Start with one black dragon die and the two treasure dice as your active dice. Set the other dice to the side.

Give each player three action tokens, one each of the "Take Gold", "Stay Still", and "Run!" tokens.


The game is played in a series of rounds. In each round, the following is performed in order:
  1. Roll Dice
  2. Choose Actions
  3. Distribute Gold
  4. Add/Remove Dice
Roll Dice

Any player (you can rotate for giggles) rolls all of the active dice. The sum of the two treasure dice indicate how much treasure is added to the amount of treasure found. Before the first round, the amount of treasure found is 0, so the first roll determines the initial amount of treasure found.

If two dragon eyes are revealed, the round ends immediately.

Choose Actions

Each player secretly chooses one of their actions by placing the chosen action token in one hand. The other two action tokens should be hidden in the other hand. Once all players have chosen an action, they simultaneously reveal which actions they have chosen.

The three actions are:
  • Take Gold - All players that choose "Take Gold" will divide the found treasure equally among themselves (see below). If no player chooses "Take Gold", all of the found treasure is available for the next round.
  • Stay Still - A player that chooses "Stay Still" gains nothing. If all players choose "Stay Still", one dragon dice will be removed (see below).
  • Run! - A player that chooses "Run!" does not gain any treasure. The player returns safely to the village with all of the treasure in his bag. The player does not participate in the remainder of the rounds.
If only one player is remaining in the round, that player cannot choose "Stay Still" as an action.

Distribute Gold

All players that choose "Take Gold" will divide the found treasure equally among themselves. If all of the treasure cannot be divided equally, the remaining treasure will be included in the found treasure for the next round. Players place the treasure that the gain in their bag.

Add/Remove Dice

If all players selected "Stay Still", and there is more than one dragon die among the active dice, one dragon die will be removed from the active dice. If there is a red dragon die, remove it. Otherwise, remove a black dragon die.

Otherwise, if at least one player did not choose "Stay Still", one die will be added to the active dice. If no dragon eyes were rolled, add a black dragon die. If one dragon eye was rolled, add a red dragon die.

Round End

When all the players have chosen Run!, or when two or more dragon eyes are rolled in a single roll, the round ends. If any player was still active when two or more dragon eyes were rolled, they lose of the gold they had accumulated in their bag.

Play would continue in this fashion until some larger end-game condition is met. This could be a fixed number of rounds, a particular amount of gold for one player, or until a certain amount of total gold is exhausted from a common supply.

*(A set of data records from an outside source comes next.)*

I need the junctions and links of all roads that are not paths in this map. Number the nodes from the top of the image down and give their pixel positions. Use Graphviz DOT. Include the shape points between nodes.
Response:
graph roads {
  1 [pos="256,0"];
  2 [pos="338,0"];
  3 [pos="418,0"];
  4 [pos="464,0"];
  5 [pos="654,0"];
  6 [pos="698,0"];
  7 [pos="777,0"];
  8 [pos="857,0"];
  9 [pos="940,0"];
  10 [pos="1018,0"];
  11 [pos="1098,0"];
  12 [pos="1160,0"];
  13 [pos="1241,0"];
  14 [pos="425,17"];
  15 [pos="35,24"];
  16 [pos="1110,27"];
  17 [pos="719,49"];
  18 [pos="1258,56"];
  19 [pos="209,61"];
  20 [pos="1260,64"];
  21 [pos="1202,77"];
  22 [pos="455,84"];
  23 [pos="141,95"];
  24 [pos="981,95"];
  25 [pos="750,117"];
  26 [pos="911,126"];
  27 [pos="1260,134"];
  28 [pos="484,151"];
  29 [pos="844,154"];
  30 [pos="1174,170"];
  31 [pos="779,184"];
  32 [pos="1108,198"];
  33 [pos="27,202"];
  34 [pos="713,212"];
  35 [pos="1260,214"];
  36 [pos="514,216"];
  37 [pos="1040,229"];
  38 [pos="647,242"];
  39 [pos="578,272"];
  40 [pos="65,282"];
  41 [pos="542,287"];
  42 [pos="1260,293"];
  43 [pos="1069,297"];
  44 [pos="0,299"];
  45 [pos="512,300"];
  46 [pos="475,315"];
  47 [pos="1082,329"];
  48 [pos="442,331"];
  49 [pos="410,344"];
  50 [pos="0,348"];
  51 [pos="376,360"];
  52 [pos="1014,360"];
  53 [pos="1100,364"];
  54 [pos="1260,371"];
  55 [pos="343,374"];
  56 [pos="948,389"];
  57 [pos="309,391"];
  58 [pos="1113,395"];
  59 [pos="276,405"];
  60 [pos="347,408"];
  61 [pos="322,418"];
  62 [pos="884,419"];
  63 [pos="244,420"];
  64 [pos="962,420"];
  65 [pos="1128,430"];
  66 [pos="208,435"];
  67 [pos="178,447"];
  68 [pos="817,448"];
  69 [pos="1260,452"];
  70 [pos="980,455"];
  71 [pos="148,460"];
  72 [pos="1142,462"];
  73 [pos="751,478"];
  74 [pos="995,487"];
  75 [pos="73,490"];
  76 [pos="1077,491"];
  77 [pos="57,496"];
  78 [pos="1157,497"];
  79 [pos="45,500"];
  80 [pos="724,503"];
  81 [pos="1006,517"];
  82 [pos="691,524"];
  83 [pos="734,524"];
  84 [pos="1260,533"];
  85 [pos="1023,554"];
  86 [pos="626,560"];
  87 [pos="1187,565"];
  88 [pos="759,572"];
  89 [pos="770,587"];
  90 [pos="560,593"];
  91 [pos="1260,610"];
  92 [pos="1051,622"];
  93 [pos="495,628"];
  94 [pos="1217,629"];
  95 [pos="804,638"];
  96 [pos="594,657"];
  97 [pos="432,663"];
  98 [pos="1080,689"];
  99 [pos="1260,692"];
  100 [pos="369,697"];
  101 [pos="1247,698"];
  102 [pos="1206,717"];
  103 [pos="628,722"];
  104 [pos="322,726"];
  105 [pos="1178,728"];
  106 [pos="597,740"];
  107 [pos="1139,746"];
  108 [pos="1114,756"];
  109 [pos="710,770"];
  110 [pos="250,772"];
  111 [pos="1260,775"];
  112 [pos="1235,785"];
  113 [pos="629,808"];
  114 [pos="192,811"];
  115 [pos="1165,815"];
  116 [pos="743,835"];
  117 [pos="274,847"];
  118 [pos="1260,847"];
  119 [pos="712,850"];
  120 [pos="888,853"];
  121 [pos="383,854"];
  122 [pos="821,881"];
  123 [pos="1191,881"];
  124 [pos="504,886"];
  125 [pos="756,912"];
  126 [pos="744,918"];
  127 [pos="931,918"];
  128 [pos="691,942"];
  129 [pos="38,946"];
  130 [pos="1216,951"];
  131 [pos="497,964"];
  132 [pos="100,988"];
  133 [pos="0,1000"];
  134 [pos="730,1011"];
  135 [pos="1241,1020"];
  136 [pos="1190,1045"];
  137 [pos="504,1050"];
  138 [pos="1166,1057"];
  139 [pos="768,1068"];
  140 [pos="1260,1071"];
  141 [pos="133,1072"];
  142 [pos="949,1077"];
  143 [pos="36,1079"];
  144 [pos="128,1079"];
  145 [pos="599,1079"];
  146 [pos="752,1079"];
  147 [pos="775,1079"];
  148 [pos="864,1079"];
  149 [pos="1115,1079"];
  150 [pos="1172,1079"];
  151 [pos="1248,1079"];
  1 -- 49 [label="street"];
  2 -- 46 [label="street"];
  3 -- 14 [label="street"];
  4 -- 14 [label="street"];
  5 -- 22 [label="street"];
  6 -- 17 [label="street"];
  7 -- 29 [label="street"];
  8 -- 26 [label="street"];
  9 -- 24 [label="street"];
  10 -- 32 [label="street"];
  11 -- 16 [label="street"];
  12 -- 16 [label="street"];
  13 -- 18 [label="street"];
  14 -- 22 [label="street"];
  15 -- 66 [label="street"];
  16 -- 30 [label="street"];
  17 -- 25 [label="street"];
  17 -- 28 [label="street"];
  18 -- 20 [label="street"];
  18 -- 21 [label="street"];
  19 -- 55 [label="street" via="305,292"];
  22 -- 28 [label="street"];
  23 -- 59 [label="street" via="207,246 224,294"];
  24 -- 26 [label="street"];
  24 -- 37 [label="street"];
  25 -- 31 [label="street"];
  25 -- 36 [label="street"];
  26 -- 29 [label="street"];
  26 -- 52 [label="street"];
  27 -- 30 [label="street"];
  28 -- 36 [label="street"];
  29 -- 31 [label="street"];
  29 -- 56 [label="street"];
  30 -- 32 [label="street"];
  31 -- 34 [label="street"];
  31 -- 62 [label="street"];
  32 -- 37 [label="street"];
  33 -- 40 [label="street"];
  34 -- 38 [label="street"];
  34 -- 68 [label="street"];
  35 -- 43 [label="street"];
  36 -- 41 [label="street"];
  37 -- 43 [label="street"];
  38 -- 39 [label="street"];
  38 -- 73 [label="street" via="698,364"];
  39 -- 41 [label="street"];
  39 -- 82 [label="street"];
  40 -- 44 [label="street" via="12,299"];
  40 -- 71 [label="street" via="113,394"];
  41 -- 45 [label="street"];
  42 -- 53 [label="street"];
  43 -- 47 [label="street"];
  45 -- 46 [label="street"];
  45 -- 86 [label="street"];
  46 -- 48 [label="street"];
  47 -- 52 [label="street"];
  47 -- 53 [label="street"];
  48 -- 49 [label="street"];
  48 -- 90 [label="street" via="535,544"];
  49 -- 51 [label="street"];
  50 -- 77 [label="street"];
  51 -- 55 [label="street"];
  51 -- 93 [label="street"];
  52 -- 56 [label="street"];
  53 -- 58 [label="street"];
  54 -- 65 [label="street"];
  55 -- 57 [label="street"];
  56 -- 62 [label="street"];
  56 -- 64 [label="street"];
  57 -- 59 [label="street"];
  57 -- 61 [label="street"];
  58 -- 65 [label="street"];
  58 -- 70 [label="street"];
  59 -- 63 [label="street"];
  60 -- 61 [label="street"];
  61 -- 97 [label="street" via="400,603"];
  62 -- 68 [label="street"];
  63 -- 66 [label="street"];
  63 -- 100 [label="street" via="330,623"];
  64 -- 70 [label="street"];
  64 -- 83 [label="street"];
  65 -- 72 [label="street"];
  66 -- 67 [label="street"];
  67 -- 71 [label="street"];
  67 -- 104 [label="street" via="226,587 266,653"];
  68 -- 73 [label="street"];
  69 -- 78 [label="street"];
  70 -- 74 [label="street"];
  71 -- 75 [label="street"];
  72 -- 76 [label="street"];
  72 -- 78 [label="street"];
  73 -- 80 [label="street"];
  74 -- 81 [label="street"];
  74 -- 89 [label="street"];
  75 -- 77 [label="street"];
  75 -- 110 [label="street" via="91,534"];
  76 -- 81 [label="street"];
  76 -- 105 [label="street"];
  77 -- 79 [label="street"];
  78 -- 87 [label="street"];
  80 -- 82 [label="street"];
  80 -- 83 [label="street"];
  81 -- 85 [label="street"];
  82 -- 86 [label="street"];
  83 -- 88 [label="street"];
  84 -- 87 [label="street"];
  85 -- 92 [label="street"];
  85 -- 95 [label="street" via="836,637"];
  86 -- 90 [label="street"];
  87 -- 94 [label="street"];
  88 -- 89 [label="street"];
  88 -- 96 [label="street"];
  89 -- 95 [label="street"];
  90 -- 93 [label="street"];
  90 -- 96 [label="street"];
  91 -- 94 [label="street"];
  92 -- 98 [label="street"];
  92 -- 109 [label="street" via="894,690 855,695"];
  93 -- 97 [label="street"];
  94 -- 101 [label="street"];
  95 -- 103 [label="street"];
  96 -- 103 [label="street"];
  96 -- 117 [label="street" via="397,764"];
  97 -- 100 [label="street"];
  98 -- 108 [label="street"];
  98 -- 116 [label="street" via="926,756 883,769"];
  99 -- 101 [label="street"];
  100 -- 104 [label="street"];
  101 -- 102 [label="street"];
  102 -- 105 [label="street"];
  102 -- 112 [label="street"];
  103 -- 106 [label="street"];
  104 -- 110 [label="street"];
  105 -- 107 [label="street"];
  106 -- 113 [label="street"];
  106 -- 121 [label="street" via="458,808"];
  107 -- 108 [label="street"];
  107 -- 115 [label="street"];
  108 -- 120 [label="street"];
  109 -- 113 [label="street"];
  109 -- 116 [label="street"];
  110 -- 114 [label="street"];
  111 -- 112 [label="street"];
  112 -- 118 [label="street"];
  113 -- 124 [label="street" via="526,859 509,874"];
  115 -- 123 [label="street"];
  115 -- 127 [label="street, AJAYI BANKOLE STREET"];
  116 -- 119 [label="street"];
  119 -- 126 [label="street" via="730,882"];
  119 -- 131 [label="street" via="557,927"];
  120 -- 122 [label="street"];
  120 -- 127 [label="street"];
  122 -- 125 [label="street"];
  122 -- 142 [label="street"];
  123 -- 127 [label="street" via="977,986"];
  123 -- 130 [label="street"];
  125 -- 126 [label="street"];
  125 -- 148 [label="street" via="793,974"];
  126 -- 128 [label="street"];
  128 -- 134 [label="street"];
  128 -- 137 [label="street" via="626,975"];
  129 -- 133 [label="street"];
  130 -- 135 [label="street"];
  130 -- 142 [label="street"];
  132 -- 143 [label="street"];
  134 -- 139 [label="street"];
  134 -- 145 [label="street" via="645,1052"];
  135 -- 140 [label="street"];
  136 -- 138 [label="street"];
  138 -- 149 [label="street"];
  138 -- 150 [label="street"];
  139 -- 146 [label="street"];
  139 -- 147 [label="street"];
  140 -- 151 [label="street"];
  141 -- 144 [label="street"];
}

There are enough differences between Incan Gold and this design that I believe that it could stand on its own two feet. That said, I'm not sure if the "Stay Still" action would really work out or not. In my head, trailing players may work together to build their wealth while a player in the lead sits out. However, it may be more of a losing proposition to take "Stay Still" if the only way you benefit from it is if everyone does it. If players never can trust each other, no one will take it.

If that is the case, the rules could be changed to protect players that choose "Stay Still". If two dragon eyes are rolled, players that had chosen "Stay Still" in the previous round could be safe from that roll.

Hopefully playtesting would reveal the right way to go with this.

The problem is that this game requires at least 3 players, and would probably be best with 4 or more (up to 6? 8?). I'm not sure I could gather a group like that regularly enough to test it out!